We plan on getting a male, however, our female (obvious from above) is not spayed. 

Although I would love to breed them (if and only if the logistics worked out, and I had permission from the new pups breeder would we entertain this), chances are it probably will not happen.

We have heard many polar opposing views when it comes to keeping a female in-tact. Our vet, obviously says to spay... however, I am worried about premature aging, making her mask go grey, and having her bones lighten up, etc. He indicates that if she's spayed her chances of various cancers decreases. He also indicated there is a condition female dogs can get if they go through too many heats w/out having a litter. At just over 2.5 yrs old, she's gone through 3 heat cycles.

On the other hand, some of the people we train with do not believe in spaying at all. For what its worth they also feed raw and do holistic care from a holistic vet - we feed grain-free kibble.

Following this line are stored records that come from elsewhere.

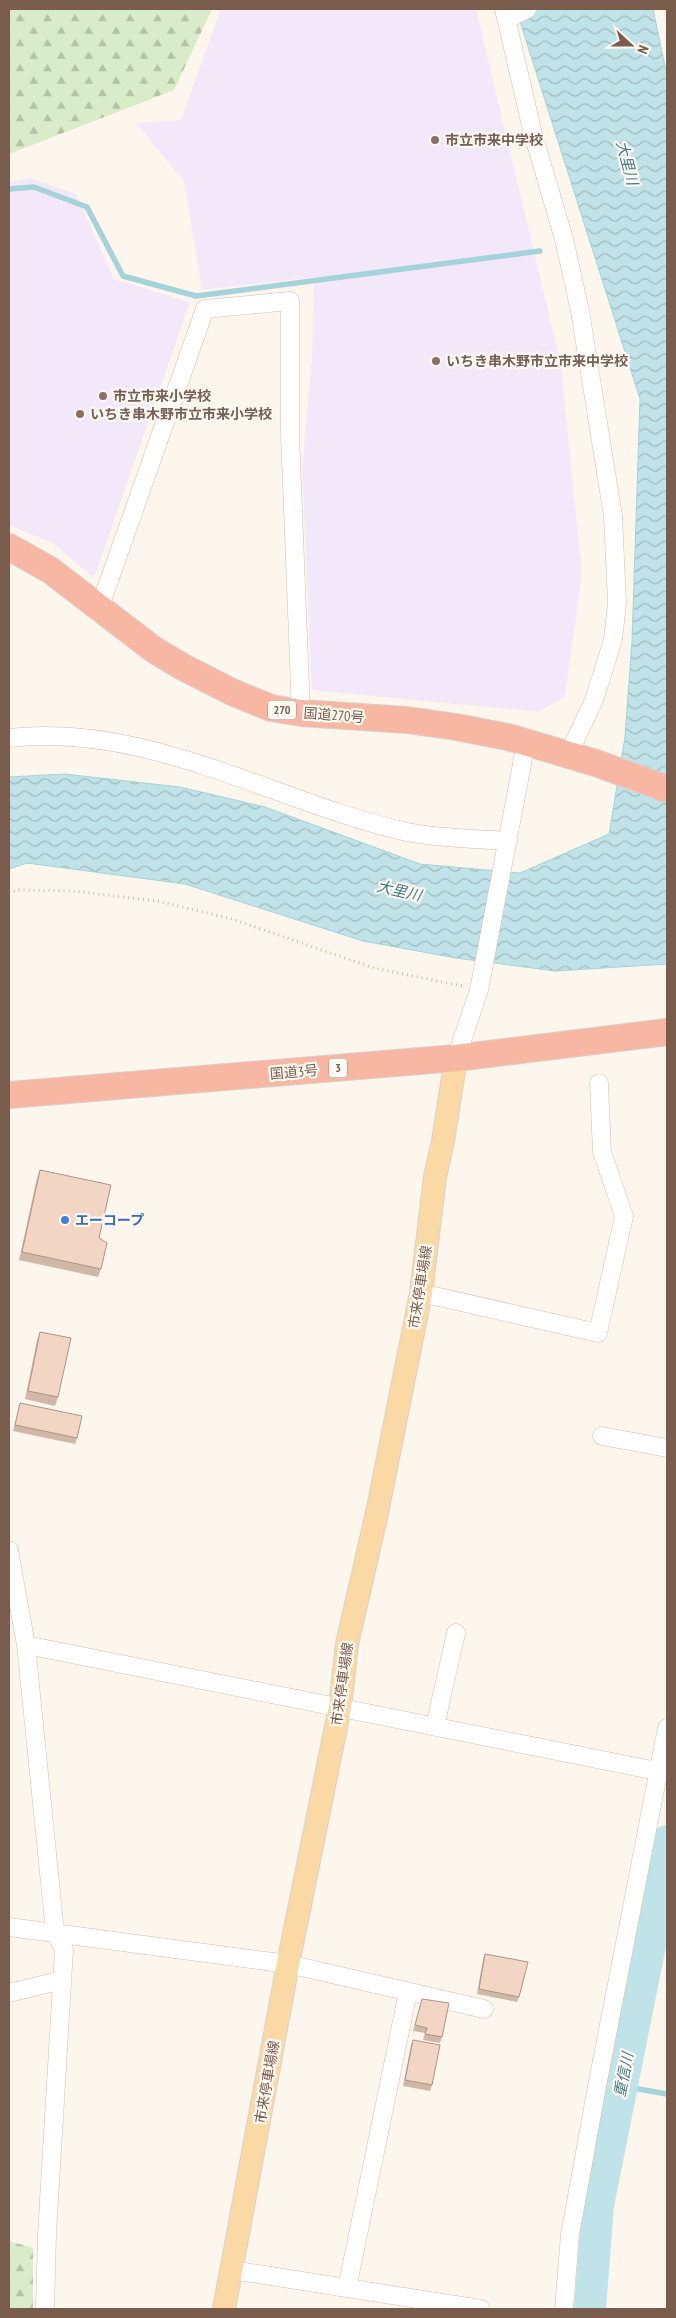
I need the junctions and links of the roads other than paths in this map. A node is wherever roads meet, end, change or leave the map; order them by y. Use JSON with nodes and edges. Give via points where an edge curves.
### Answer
{"nodes":[{"id":1,"x":513,"y":13,"type":"edge"},
{"id":2,"x":9,"y":547,"type":"edge"},
{"id":3,"x":98,"y":609,"type":"junction"},
{"id":4,"x":301,"y":713,"type":"junction"},
{"id":5,"x":9,"y":738,"type":"edge"},
{"id":6,"x":526,"y":743,"type":"junction"},
{"id":7,"x":568,"y":755,"type":"junction"},
{"id":8,"x":667,"y":790,"type":"edge"},
{"id":9,"x":508,"y":845,"type":"junction"},
{"id":10,"x":667,"y":1032,"type":"edge"},
{"id":11,"x":456,"y":1058,"type":"junction"},
{"id":12,"x":599,"y":1083,"type":"dead end"},
{"id":13,"x":9,"y":1095,"type":"edge"},
{"id":14,"x":421,"y":1293,"type":"junction"},
{"id":15,"x":602,"y":1436,"type":"dead end"},
{"id":16,"x":667,"y":1448,"type":"edge"},
{"id":17,"x":9,"y":1550,"type":"edge"},
{"id":18,"x":456,"y":1633,"type":"dead end"},
{"id":19,"x":26,"y":1645,"type":"junction"},
{"id":20,"x":340,"y":1707,"type":"junction"},
{"id":21,"x":435,"y":1726,"type":"junction"},
{"id":22,"x":667,"y":1728,"type":"edge"},
{"id":23,"x":663,"y":1772,"type":"edge"},
{"id":24,"x":9,"y":1927,"type":"edge"},
{"id":25,"x":55,"y":1932,"type":"junction"},
{"id":26,"x":288,"y":1964,"type":"junction"},
{"id":27,"x":62,"y":1980,"type":"junction"},
{"id":28,"x":408,"y":1992,"type":"junction"},
{"id":29,"x":9,"y":1993,"type":"edge"},
{"id":30,"x":484,"y":2009,"type":"dead end"},
{"id":31,"x":232,"y":2270,"type":"junction"},
{"id":32,"x":348,"y":2288,"type":"junction"},
{"id":33,"x":400,"y":2303,"type":"edge"},
{"id":34,"x":45,"y":2309,"type":"edge"},
{"id":35,"x":224,"y":2309,"type":"edge"},
{"id":36,"x":481,"y":2309,"type":"edge"},
{"id":37,"x":564,"y":2309,"type":"edge"}],
"edges":[{"from":1,"to":7,"type":"street","via":[[533,134],[564,239],[580,311],[613,516],[617,603],[613,640],[594,700]]},
{"from":2,"to":3,"type":"highway","name":"国道270号","number":"270","via":[[50,570]]},
{"from":3,"to":4,"type":"highway","name":"国道270号","number":"270","via":[[153,650],[181,666],[249,700]]},
{"from":3,"to":4,"type":"street","via":[[205,309],[290,302],[290,434]]},
{"from":4,"to":6,"type":"highway","name":"国道270号","number":"270","via":[[407,720]]},
{"from":5,"to":9,"type":"street","via":[[36,735],[98,740],[152,750],[409,832]]},
{"from":6,"to":7,"type":"highway","name":"国道270号","number":"270"},
{"from":6,"to":9,"type":"street"},
{"from":7,"to":8,"type":"highway","name":"国道270号","number":"270"},
{"from":9,"to":11,"type":"street","via":[[480,984]]},
{"from":10,"to":11,"type":"highway","name":"国道3号","number":"3"},
{"from":11,"to":13,"type":"highway","name":"国道3号","number":"3"},
{"from":11,"to":14,"type":"main road","name":"市来停車場線","via":[[435,1177]]},
{"from":12,"to":14,"type":"street","via":[[602,1152],[624,1216],[598,1332]]},
{"from":14,"to":20,"type":"main road","name":"市来停車場線","via":[[347,1644]]},
{"from":15,"to":16,"type":"street"},
{"from":17,"to":19,"type":"street"},
{"from":18,"to":21,"type":"street"},
{"from":19,"to":20,"type":"street"},
{"from":19,"to":25,"type":"street"},
{"from":20,"to":21,"type":"street"},
{"from":20,"to":26,"type":"main road","name":"市来停車場線"},
{"from":21,"to":23,"type":"street"},
{"from":22,"to":23,"type":"street"},
{"from":23,"to":37,"type":"street","via":[[598,2081],[574,2216]]},
{"from":24,"to":25,"type":"street"},
{"from":25,"to":26,"type":"street"},
{"from":25,"to":27,"type":"street","via":[[64,1950]]},
{"from":26,"to":28,"type":"street"},
{"from":26,"to":31,"type":"main road","name":"市来停車場線"},
{"from":27,"to":29,"type":"street"},
{"from":27,"to":34,"type":"street"},
{"from":28,"to":30,"type":"street"},
{"from":28,"to":32,"type":"street"},
{"from":31,"to":32,"type":"street"},
{"from":31,"to":35,"type":"main road","name":"市来停車場線"},
{"from":32,"to":33,"type":"street"},
{"from":33,"to":36,"type":"street"}]}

They also say we should have a litter with her. My wife and I are both professionals, and having a litter at this time is something neither of us are prepared for at this time, but that is another story.

I guess what I'm rambling on about is what are the pros/cons as to leaving her in-tact? Risk of accidental pregnancy aside, my female is essentially a child to me. We do not plan on having kids (at this time), and with Indi being our first, she's extra important to me/us.

Thanks,
RV


----------



## Don Turnipseed (Oct 8, 2006)

One thing I have never heard a vet tell a person is a very real downside. Aproximately 30% of the females spayed are, to some extent, incontinent. The degree varies but what it means is that when sleeping, they tend to dribble....on your carpets, your couch, your bed? Wherever you let them sleep. Many folks are not even aware of it. What they first become aware of, especially with hairy breeds is the constant smell of urine when the dog is around.


----------



## Niomi Smith (Jan 15, 2010)

http://www.naiaonline.org/pdfs/LongTermHealthEffectsOfSpayNeuterInDogs.pdf

Check out the link, very informative...


----------



## kendell jones (Aug 26, 2009)

Is the dog worth breeding? 

My two females that will not be bred are both spayed - One as a puppy and the other after having a few litters, she was spayed at about six. My other female is still intact. 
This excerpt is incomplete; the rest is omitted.